During the Muslim holy period of Ramadan, Hilas saw Spc. Charles Graner Jr. and an unnamed "helper" tie a detainee to a bed around midnight. "They . . . inserted the phosphoric light in his ass, and he was yelling for God's help," the prisoner testified. Again, the same female soldier photographed the torture.
Another prisoner, Abd Alwhab Youss, was punished after guards accused him of plotting to attack an MP with a broken toothbrush. Guards took Youss into a closed room, poured cold water on him, pushed his head into urine and beat him with a broom. Then the guards "pressed my ass with a broom and spit on it," Youss said.
Mohanded Juma, detainee number 152307, testified that on his first day at Tier 1A, the west wing of the Hard Site where prisoners were brought for interrogation, he was stripped and left naked in his cell for six days. Graner, the guard in charge of the tier, entered Juma's cell at 2 a.m., cuffed his hands and feet, and took him to the shower room, where a female interrogator questioned him. After she left, Graner and another man threw pepper in Juma's face, beat him with a chair until it broke and choked him until he thought he was going to die. The assault lasted for half an hour. "They got tired from beating me," Juma told investigators. "They took a little break, and then they started kicking me very hard with their feet until I passed out." In another instance, Graner and a fellow guard reportedly beat a detainee until his nose split open.
Torin Nelson, one of thirty-two private contractors who worked as interrogators at Abu Ghraib, told investigators that he spoke with an interpreter who witnessed an interrogator toss a handcuffed prisoner from a car. "The interrogator then yells at him for falling on the ground and starts dragging or pulling the detainee by the cuffs," Nelson testified. He believed the story, Nelson added, "based on the stuff that I have heard and seen."
The sworn statement of Amjed Isail Waleed, detainee number 151365, is especially graphic. On his first day at the Hard Site, he told investigators, guards "put me in a dark room and started hitting me in the head and stomach and legs." Then, one day in November, five soldiers took him into a room, put a bag over his head and started beating him. "I could see their feet, only, from under the bag. . . . Some of the things they did was make me sit down like a dog, and they would hold the string from the bag, and they made me bark like a dog, and they were laughing at me." A soldier slammed Waleed's head against the wall, causing the bag to fall off. "One of the police was telling me to crawl, in Arabic," he testified, "so I crawled on my stomach, and the police were spitting on me when I was crawling and hitting me on my back, my head and my feet. It kept going on until their shift ended at four o'clock in the morning. The same thing would happen in the following days."

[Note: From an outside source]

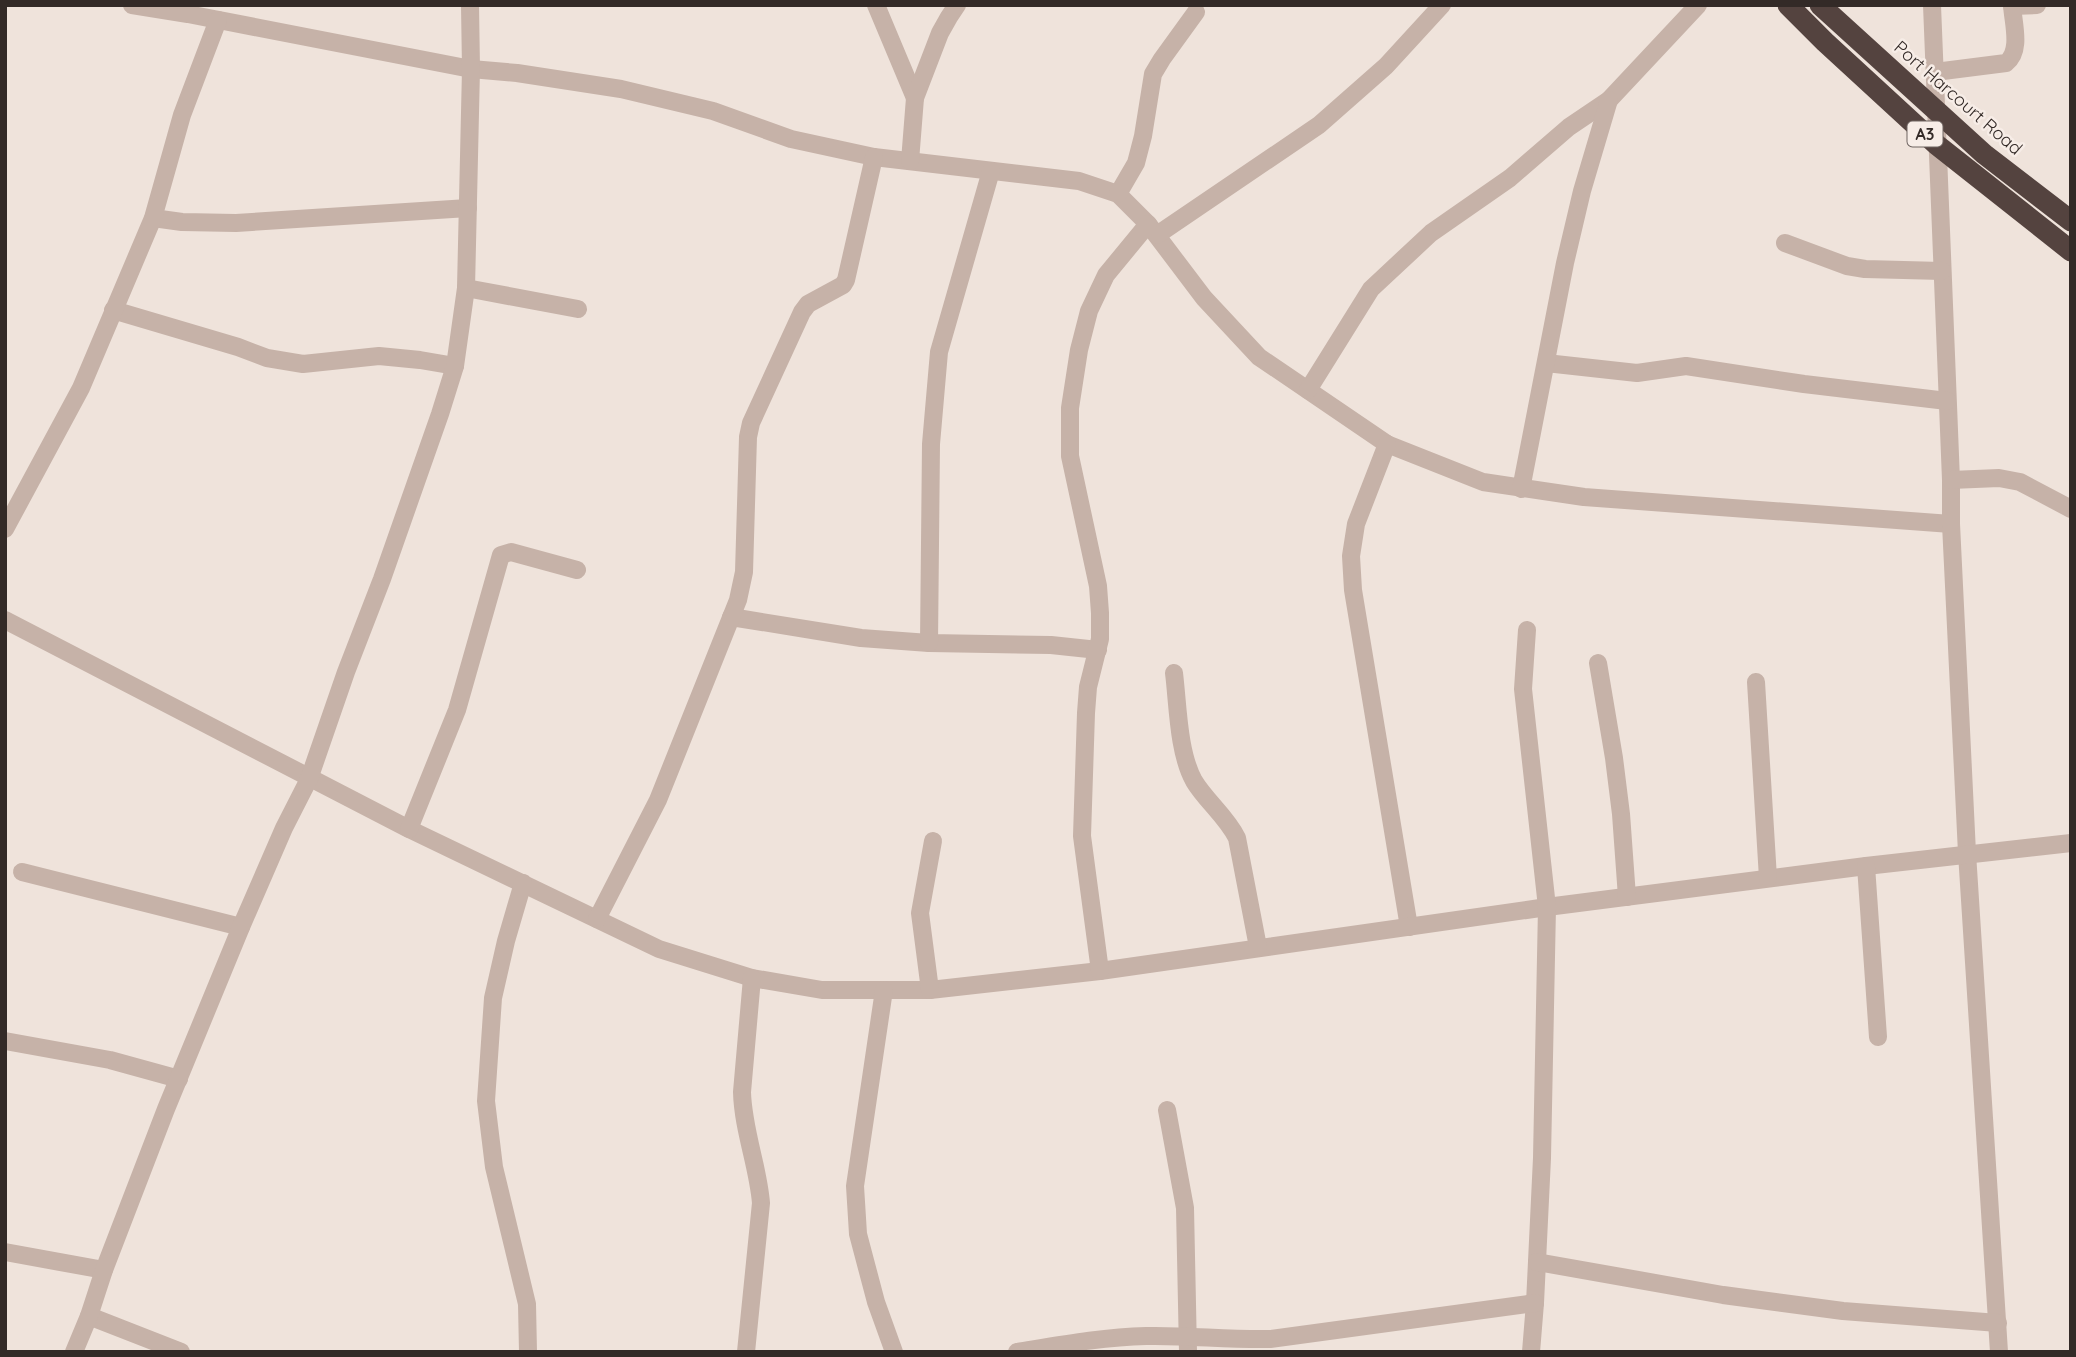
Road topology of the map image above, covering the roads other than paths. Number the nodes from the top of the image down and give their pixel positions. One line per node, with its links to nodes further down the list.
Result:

Finally, after several beatings so severe that he lost consciousness, Waleed was forced to lay on the ground. "One of the police was pissing on me and laughing at me," the prisoner said. He was placed in a dark room and beaten with a broom. "And one of the police, he put a part of his stick that he always carries inside my ass, and I felt it going inside me about two centimeters, approximately. And I started screaming, and he pulled it out and he washed it with water inside the room. And the two American girls that were there when they were beating me, they were hitting me with a ball made of sponge on my dick. And when I was tied up in my room, one of the girls, with blond hair, she is white, she was playing with my dick. I saw inside this facility a lot of punishment just like what they did to me and more. And they were taking pictures of me during all these instances."

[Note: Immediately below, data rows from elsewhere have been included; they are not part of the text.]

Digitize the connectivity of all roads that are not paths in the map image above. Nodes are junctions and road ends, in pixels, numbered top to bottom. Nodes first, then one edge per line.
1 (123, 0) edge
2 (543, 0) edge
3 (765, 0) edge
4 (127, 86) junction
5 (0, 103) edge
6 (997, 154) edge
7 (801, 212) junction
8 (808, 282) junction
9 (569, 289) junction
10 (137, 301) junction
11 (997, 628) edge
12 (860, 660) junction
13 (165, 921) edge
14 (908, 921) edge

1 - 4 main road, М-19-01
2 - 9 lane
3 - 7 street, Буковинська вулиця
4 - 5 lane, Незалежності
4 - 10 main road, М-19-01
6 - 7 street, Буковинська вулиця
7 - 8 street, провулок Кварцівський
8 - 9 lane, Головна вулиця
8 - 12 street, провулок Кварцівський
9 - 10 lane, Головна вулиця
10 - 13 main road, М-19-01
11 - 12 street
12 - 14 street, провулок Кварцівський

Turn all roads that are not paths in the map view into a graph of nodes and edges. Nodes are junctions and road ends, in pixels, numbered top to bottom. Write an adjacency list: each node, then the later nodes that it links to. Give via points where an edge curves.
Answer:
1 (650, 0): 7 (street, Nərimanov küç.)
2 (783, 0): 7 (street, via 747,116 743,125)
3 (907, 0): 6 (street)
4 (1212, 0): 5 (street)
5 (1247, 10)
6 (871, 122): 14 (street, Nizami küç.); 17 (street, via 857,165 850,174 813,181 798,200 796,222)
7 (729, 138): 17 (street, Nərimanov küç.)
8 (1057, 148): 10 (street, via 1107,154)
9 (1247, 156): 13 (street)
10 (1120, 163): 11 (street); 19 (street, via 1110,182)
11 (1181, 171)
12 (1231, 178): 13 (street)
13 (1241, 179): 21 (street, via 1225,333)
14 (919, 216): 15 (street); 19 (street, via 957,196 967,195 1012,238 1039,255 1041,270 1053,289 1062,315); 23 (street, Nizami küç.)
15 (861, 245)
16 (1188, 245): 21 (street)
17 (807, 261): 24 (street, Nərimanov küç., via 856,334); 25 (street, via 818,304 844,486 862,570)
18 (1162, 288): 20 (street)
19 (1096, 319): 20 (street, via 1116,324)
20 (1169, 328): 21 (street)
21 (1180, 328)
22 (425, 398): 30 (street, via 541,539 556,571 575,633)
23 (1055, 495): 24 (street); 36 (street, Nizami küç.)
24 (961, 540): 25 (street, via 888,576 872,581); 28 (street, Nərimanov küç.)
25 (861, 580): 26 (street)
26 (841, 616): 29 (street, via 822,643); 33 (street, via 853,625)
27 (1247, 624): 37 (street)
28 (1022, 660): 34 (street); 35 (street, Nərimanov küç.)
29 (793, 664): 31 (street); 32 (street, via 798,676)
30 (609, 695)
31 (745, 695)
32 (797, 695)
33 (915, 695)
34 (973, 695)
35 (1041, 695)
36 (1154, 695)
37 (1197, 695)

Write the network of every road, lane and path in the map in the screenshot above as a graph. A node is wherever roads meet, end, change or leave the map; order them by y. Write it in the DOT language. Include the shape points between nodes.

In the classified files, some of the photographed soldiers also provide firsthand accounts of the abuses. Pvt. Lynndie England testified that on November 8th -- the evening of her twenty-first birthday -- she went to the Hard Site to visit Spc. Graner, her boyfriend. Just after midnight, seven Iraqi detainees accused of taking part in a fight at one of the many tent compounds used to house prisoners at Abu Ghraib were brought to Tier 1A. For England, the evening was a break from the tedium of her job processing prisoners. For Nori Al-Yasseri, detainee number 7787, it quickly became a "night which we felt like 1,000 nights."
Al-Yasseri and the other prisoners arrived at the Hard Site with empty sandbags over their heads to prevent them from seeing where they were and their hands bound behind their backs with plastic handcuffs. The guards threw the men against the walls until they collapsed on the floor in what England called a "dog pile." Some of the MPs took turns running across the room and leaping on top of the men. "A couple of the detainees kind of made an 'ah' sound, as if this hurt them or caused them some type of pain," Spc. Jeremy Sivits testified in a sworn statement. While the Iraqis were on the floor, England and Sgt. Javal Davis stomped on their fingers and feet. Sivits was certain that the men felt pain this time because he heard them scream.

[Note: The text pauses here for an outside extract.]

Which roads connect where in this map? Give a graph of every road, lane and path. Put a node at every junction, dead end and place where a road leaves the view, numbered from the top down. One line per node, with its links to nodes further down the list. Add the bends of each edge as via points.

So did Sgt. Shannon Snider, who was working in an office on the top tier. Drawn by the cries of pain, Snider leaned over the railing and in a fury yelled down to Davis to stop abusing the prisoners. Davis stepped away from the men, and Snider left.
"I believe that Sgt. Snider thought it was an isolated incident," Sivits testified, "and that when he ordered Sgt. Davis to stop, it was over." But it was just getting started.
After Snider had gone, the MPs pulled the prisoners to their feet one by one and removed their handcuffs. Graner, who had learned a few key phrases in Arabic, ordered the detainees to strip. As one prisoner took off his clothes, Graner cradled the man's head in one arm and smashed his fist into the naked and hooded man's temple. "Damn, that hurt!" Graner complained, waving his hand in the air. The prisoner went limp, and someone removed his hood. "I walked over to see if the detainee was still alive," Sivits testified. "I could tell that the detainee was unconscious, because his eyes were closed and he was not moving, but I could see his chest rise and fall, so I knew he was still alive."
According to England, Staff Sgt. Ivan Frederick made an X on another prisoner's chest with his finger and said, "Watch this." Then the six-foot-tall Fredericks punched the man in the chest. The hooded prisoner lurched backward and fell to his knees. He gasped for air. "Frederick said he thought he put the detainee in cardiac arrest," Sivits later told investigators. England was asked why she thought Frederick assaulted the man. "I guess just because he wanted to hit him," she said.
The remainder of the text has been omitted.